Stored data entries:

====

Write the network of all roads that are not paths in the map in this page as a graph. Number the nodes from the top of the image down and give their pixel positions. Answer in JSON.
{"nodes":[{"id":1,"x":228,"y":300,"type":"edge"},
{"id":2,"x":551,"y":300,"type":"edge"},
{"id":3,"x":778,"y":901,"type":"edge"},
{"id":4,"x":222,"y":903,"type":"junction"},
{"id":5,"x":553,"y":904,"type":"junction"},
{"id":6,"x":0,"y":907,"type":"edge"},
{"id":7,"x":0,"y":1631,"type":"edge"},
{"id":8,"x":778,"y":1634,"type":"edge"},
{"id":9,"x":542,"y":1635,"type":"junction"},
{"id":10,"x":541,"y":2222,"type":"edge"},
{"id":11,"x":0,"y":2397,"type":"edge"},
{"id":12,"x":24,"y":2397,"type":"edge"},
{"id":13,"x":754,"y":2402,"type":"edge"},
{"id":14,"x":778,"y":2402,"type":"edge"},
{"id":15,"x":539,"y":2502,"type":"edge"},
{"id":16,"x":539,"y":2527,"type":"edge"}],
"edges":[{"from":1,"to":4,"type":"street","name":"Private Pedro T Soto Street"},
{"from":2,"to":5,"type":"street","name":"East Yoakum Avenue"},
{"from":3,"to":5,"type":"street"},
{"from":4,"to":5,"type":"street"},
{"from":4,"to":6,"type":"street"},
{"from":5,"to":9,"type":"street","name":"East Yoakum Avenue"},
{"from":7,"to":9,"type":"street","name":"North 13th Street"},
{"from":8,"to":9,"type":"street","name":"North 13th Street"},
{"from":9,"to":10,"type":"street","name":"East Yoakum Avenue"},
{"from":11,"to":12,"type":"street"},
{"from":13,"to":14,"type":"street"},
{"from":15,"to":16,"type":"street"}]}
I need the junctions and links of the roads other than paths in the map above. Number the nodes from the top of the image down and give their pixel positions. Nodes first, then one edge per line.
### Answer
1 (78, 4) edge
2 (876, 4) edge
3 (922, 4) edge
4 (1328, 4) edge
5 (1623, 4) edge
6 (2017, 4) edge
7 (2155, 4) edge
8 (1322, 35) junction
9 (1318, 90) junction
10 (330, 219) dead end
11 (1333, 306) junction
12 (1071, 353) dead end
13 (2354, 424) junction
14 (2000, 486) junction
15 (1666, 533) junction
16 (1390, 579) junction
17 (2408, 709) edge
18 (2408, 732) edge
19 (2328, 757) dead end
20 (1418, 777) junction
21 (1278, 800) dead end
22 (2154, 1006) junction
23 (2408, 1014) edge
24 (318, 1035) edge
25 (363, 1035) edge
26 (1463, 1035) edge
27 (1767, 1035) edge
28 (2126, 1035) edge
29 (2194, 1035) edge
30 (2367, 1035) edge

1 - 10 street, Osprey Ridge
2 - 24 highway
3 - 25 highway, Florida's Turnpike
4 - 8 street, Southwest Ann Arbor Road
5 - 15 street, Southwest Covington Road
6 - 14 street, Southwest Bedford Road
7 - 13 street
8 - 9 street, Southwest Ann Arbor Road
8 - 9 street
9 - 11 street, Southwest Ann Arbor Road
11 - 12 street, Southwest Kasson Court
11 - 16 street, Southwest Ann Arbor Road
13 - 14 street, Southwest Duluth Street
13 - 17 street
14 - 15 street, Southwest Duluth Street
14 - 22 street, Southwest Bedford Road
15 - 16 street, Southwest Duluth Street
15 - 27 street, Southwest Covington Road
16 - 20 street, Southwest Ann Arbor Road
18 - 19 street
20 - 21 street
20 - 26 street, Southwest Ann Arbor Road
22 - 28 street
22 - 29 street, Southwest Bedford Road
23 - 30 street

====

In the data above, tally the lines that contain the string "Duluth" and give that figure alone.

RESULT OF THE EXERCISE: 3